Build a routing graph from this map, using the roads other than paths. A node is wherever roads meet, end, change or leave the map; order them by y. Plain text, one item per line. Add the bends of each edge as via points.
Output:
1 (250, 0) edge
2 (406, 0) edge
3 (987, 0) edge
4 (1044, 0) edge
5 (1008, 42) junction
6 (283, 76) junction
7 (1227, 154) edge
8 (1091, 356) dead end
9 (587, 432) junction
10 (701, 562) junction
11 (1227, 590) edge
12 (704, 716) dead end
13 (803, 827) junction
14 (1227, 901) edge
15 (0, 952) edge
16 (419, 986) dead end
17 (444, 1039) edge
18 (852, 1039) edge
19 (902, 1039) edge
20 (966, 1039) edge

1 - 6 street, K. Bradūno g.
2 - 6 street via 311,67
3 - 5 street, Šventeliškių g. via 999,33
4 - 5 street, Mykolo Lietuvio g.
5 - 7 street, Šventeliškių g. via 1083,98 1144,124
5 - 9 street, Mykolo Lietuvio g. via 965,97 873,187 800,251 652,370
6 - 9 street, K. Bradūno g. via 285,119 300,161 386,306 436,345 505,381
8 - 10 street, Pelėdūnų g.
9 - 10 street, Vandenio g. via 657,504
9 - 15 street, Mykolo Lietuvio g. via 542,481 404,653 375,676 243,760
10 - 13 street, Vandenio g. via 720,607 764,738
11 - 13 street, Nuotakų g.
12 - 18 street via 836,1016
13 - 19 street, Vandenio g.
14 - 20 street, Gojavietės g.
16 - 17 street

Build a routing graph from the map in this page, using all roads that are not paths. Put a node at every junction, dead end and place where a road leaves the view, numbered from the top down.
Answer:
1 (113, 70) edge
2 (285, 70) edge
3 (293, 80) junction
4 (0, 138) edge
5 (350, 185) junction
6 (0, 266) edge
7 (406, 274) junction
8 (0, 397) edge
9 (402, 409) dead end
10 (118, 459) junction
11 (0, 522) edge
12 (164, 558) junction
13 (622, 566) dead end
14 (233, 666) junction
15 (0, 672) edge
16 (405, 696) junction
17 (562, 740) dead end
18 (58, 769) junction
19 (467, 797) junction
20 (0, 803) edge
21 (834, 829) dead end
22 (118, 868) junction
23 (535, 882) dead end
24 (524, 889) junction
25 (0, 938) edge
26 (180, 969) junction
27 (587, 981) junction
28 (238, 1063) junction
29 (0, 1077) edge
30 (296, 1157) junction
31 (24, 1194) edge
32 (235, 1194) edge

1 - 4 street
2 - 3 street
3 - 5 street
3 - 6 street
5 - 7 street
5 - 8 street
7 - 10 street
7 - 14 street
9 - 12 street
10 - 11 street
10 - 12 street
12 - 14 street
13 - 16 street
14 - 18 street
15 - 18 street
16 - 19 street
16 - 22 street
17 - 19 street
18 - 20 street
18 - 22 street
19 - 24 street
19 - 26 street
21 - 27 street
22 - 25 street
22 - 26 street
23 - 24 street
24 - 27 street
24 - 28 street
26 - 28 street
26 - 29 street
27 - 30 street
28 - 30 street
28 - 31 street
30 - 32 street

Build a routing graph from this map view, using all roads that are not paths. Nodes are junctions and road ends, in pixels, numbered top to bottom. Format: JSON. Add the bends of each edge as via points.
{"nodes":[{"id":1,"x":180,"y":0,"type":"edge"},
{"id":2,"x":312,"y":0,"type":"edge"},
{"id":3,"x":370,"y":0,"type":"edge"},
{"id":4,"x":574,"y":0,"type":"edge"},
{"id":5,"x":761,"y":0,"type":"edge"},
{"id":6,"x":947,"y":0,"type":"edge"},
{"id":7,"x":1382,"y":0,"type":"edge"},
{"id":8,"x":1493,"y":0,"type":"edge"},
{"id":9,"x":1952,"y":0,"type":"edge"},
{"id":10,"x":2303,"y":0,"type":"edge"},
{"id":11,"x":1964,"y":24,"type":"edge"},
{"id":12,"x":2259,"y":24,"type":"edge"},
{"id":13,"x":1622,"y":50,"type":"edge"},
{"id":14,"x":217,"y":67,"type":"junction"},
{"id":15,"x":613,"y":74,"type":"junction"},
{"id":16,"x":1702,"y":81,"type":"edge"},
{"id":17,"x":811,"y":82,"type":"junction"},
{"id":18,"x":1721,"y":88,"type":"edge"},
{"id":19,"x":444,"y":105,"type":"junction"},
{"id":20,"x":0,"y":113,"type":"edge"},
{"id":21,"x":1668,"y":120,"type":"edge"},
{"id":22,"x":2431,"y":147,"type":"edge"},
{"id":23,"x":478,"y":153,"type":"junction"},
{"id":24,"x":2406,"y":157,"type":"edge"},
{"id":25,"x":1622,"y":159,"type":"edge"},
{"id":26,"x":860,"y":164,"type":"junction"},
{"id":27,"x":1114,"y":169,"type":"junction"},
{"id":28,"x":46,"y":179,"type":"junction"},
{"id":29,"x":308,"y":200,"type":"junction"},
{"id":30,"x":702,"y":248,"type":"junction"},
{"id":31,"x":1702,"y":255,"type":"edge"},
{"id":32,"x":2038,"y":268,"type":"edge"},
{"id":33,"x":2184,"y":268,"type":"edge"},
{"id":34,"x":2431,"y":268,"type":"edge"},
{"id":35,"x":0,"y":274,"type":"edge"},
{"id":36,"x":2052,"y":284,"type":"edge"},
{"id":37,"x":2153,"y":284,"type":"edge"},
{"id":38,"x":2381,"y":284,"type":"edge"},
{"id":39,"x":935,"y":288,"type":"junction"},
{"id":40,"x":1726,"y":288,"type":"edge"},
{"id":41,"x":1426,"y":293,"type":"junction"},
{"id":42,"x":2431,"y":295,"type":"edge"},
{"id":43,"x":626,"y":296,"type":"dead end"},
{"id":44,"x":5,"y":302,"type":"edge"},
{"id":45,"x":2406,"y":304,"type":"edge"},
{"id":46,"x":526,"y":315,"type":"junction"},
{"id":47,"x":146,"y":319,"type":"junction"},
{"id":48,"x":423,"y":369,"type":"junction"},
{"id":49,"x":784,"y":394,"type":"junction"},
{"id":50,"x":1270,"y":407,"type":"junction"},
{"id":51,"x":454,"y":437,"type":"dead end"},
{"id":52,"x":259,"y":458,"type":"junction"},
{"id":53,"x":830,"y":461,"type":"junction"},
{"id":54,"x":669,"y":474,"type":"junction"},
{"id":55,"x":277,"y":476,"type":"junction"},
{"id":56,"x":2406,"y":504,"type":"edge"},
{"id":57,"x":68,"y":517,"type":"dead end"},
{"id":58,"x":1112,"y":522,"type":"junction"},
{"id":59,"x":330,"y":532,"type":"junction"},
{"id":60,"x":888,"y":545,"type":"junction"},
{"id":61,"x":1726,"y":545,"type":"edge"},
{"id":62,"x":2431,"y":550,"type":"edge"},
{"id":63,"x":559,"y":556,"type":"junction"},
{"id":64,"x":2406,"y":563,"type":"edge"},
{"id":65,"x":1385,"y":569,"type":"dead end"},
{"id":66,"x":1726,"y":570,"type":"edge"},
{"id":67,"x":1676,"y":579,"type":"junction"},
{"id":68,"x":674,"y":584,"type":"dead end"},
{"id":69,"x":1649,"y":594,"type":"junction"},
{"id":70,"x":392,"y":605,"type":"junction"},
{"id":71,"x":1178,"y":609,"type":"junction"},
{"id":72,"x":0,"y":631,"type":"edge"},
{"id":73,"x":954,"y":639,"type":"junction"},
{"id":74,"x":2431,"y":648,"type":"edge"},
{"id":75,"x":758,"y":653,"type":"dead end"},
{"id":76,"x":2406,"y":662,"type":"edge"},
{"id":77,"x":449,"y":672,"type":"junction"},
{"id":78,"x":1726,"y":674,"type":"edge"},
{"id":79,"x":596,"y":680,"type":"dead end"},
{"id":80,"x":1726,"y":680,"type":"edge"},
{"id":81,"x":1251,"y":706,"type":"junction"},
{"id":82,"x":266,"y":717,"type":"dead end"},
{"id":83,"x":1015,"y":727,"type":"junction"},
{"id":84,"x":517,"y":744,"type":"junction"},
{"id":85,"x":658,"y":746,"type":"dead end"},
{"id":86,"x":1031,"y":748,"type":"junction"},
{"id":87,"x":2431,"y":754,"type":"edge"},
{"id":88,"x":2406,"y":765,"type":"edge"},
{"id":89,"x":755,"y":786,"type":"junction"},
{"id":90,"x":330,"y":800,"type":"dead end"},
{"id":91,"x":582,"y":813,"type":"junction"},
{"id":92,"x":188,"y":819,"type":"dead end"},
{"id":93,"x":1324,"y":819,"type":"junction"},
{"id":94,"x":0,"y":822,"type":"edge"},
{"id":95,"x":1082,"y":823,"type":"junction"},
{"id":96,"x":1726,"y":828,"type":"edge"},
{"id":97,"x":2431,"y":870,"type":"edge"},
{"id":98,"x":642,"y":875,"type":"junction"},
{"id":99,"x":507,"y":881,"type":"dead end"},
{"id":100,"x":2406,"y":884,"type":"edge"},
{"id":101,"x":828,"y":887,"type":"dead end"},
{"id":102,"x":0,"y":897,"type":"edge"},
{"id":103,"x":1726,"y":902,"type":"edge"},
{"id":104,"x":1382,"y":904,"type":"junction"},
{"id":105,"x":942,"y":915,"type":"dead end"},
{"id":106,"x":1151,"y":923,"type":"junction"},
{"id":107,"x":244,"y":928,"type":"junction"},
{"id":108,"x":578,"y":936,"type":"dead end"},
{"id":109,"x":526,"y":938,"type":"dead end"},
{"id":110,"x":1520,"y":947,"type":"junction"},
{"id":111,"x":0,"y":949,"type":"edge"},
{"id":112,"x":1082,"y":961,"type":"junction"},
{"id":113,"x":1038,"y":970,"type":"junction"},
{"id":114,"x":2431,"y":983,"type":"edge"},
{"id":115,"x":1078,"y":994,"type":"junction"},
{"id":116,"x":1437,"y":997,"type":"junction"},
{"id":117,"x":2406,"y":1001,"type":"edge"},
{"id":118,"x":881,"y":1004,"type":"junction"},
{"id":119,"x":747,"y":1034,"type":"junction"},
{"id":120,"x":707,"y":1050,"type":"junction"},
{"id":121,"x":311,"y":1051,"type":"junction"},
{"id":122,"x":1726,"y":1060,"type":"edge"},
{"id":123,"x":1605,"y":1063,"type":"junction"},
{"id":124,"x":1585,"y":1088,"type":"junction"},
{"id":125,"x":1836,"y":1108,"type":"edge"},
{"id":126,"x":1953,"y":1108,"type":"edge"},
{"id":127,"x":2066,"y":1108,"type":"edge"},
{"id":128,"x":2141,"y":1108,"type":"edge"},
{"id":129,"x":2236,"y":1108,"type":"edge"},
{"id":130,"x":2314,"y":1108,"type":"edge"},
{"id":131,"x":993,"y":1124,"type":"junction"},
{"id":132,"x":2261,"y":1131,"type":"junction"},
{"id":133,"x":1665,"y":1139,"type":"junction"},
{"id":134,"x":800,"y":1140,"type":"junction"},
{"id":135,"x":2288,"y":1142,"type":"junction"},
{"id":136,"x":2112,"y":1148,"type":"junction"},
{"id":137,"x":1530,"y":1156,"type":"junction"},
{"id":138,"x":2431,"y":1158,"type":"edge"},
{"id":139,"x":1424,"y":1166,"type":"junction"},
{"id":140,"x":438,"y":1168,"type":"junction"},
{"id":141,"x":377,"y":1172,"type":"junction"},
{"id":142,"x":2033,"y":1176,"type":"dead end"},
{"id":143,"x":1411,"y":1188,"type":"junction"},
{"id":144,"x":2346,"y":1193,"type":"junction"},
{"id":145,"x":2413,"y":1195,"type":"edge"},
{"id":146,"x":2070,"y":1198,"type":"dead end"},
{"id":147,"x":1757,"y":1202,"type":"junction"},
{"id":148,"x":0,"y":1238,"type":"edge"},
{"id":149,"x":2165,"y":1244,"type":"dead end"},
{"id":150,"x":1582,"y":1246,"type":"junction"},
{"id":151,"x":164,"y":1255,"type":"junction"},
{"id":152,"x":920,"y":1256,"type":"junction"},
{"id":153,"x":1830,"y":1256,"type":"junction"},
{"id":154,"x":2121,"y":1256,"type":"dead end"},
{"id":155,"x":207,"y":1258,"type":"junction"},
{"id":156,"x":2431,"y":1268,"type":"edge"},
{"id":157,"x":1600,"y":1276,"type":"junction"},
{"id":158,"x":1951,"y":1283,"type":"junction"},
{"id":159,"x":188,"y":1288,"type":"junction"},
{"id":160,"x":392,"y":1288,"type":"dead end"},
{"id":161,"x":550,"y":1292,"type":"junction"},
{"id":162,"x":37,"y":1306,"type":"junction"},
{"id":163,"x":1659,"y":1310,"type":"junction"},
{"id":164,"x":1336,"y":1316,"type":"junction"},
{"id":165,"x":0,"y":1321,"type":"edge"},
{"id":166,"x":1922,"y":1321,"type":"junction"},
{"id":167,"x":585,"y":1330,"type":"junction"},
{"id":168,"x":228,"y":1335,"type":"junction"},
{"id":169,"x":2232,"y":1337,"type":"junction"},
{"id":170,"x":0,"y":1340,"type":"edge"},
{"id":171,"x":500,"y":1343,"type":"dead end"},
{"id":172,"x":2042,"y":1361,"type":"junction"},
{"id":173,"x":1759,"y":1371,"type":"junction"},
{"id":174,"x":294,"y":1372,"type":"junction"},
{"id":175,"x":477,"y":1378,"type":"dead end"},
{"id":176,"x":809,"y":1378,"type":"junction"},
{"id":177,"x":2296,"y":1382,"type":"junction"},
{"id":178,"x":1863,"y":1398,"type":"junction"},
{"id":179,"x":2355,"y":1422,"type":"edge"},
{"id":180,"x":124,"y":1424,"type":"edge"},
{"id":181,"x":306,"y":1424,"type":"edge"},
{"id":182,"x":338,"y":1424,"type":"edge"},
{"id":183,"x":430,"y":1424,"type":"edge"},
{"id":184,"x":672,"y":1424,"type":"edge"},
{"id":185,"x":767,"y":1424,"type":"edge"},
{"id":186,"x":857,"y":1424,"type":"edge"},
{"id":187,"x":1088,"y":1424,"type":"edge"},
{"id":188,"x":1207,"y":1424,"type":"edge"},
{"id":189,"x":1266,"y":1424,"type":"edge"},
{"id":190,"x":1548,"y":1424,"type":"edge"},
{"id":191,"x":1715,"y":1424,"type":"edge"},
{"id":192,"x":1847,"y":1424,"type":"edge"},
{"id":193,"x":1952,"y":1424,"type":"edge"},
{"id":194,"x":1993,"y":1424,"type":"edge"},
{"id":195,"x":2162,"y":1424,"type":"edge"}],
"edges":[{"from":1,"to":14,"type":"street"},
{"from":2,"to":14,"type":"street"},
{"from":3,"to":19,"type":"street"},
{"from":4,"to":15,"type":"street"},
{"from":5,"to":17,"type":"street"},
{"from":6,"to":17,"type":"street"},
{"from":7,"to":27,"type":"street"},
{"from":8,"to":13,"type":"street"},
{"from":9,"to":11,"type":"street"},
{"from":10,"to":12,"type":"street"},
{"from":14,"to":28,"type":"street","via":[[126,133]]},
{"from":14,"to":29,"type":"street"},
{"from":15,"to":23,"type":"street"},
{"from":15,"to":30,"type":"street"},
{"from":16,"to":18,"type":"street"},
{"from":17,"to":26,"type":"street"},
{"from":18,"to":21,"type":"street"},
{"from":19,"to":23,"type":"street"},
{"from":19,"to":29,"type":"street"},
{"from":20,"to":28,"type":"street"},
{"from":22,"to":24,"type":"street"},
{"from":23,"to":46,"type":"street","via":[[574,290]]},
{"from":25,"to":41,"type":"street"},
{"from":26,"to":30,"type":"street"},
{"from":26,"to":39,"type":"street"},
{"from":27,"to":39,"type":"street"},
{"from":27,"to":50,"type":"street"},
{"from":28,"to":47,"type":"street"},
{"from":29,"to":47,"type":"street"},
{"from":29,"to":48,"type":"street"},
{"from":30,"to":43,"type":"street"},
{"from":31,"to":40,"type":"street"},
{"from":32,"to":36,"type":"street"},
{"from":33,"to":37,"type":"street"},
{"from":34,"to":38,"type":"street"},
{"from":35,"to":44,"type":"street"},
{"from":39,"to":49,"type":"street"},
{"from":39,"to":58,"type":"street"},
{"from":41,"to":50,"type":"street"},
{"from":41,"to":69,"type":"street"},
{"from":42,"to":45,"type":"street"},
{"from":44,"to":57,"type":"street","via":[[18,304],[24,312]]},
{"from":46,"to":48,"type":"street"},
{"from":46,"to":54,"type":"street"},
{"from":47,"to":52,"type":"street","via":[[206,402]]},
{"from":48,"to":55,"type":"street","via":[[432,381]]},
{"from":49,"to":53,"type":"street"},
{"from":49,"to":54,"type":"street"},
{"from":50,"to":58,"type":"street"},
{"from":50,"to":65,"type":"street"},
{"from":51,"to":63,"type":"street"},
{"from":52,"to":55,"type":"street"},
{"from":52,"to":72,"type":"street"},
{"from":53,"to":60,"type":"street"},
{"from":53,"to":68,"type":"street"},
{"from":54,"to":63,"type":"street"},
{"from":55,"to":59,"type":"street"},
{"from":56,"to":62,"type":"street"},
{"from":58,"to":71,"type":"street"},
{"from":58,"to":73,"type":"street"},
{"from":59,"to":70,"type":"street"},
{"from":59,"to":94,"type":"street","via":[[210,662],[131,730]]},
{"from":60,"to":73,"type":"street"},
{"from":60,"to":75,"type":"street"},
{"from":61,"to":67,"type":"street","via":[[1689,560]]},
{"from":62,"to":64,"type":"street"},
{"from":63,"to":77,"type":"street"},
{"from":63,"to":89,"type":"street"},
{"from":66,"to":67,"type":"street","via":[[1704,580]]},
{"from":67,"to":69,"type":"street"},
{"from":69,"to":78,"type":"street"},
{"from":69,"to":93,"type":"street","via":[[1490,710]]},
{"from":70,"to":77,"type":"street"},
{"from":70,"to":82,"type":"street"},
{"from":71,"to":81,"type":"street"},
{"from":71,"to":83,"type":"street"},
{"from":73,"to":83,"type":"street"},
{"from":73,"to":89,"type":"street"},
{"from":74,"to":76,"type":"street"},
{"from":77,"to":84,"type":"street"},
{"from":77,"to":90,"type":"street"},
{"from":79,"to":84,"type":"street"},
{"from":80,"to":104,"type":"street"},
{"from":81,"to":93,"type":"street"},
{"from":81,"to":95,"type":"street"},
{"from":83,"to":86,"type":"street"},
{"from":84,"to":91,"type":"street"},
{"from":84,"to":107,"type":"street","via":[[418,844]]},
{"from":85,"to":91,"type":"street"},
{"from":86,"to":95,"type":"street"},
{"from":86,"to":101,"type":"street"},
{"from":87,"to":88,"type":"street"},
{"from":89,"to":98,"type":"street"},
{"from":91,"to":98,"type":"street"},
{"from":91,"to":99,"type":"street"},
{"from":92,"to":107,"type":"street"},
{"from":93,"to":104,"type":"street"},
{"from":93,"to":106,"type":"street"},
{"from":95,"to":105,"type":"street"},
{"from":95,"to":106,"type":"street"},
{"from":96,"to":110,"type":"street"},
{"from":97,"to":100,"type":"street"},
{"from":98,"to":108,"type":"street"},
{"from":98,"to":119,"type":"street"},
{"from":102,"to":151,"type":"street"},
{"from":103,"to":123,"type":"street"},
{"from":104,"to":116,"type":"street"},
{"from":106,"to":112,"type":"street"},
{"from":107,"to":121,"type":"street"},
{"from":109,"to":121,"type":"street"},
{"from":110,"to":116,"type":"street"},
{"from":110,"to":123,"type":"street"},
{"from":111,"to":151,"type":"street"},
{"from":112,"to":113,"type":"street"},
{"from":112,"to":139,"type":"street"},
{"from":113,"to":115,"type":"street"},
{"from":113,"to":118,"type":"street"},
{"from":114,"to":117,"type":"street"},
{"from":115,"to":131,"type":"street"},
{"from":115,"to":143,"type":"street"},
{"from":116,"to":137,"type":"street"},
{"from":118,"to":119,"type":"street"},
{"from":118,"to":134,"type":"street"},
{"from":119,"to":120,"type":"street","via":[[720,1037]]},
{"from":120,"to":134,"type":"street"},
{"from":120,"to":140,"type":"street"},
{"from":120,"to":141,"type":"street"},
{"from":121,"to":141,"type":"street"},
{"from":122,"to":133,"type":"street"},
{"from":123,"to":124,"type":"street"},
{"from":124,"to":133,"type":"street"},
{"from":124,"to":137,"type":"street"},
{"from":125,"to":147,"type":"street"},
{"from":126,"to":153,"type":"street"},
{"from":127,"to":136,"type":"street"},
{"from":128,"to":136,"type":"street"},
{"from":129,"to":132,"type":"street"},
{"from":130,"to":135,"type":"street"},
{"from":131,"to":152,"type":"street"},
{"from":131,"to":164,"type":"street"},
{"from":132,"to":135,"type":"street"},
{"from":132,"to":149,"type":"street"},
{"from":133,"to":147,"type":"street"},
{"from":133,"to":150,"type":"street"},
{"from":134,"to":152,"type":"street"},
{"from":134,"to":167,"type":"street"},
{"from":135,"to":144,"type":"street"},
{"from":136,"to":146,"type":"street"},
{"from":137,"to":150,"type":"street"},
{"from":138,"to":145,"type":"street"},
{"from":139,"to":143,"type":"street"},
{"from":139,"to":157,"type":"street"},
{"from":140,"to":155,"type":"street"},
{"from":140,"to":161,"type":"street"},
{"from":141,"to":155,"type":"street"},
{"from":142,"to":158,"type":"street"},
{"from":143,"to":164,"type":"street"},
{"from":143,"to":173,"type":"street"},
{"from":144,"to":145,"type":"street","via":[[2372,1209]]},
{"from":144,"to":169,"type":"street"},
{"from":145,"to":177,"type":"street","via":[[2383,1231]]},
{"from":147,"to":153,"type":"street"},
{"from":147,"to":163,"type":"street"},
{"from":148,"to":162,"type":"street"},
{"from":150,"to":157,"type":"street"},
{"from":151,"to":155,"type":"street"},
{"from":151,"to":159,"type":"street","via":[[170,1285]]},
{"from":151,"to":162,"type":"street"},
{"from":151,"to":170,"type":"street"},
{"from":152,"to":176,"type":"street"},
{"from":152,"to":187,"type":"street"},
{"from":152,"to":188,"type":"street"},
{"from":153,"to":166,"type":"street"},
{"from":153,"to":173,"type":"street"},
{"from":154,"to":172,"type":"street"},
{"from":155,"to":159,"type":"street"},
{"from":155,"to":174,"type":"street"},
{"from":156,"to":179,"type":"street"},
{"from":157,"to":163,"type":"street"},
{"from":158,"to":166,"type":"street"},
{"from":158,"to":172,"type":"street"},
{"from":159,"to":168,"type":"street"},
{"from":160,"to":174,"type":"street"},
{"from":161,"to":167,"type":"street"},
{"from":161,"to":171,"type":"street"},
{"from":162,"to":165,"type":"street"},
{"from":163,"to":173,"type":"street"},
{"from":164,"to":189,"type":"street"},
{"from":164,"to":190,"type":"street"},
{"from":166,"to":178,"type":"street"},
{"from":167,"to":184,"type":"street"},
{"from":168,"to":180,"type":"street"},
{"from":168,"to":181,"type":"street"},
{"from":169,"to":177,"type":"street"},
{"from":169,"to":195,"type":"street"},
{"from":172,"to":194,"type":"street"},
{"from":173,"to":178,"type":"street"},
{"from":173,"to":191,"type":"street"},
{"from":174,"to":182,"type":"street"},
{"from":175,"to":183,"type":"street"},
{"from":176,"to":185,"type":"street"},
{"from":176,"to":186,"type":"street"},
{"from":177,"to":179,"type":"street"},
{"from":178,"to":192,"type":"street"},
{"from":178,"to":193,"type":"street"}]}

____

What is being asked
Please restate only the opening stretch of the records above: every line from the first through the one containing "Build a routing graph from the", exactly as written.

Written answer
Build a routing graph from this map, using the roads other than paths. A node is wherever roads meet, end, change or leave the map; order them by y. Plain text, one item per line. Add the bends of each edge as via points.
Output:
1 (250, 0) edge
2 (406, 0) edge
3 (987, 0) edge
4 (1044, 0) edge
5 (1008, 42) junction
6 (283, 76) junction
7 (1227, 154) edge
8 (1091, 356) dead end
9 (587, 432) junction
10 (701, 562) junction
11 (1227, 590) edge
12 (704, 716) dead end
13 (803, 827) junction
14 (1227, 901) edge
15 (0, 952) edge
16 (419, 986) dead end
17 (444, 1039) edge
18 (852, 1039) edge
19 (902, 1039) edge
20 (966, 1039) edge

1 - 6 street, K. Bradūno g.
2 - 6 street via 311,67
3 - 5 street, Šventeliškių g. via 999,33
4 - 5 street, Mykolo Lietuvio g.
5 - 7 street, Šventeliškių g. via 1083,98 1144,124
5 - 9 street, Mykolo Lietuvio g. via 965,97 873,187 800,251 652,370
6 - 9 street, K. Bradūno g. via 285,119 300,161 386,306 436,345 505,381
8 - 10 street, Pelėdūnų g.
9 - 10 street, Vandenio g. via 657,504
9 - 15 street, Mykolo Lietuvio g. via 542,481 404,653 375,676 243,760
10 - 13 street, Vandenio g. via 720,607 764,738
11 - 13 street, Nuotakų g.
12 - 18 street via 836,1016
13 - 19 street, Vandenio g.
14 - 20 street, Gojavietės g.
16 - 17 street

Build a routing graph from the map in this page, using all roads that are not paths. Put a node at every junction, dead end and place where a road leaves the view, numbered from the top down.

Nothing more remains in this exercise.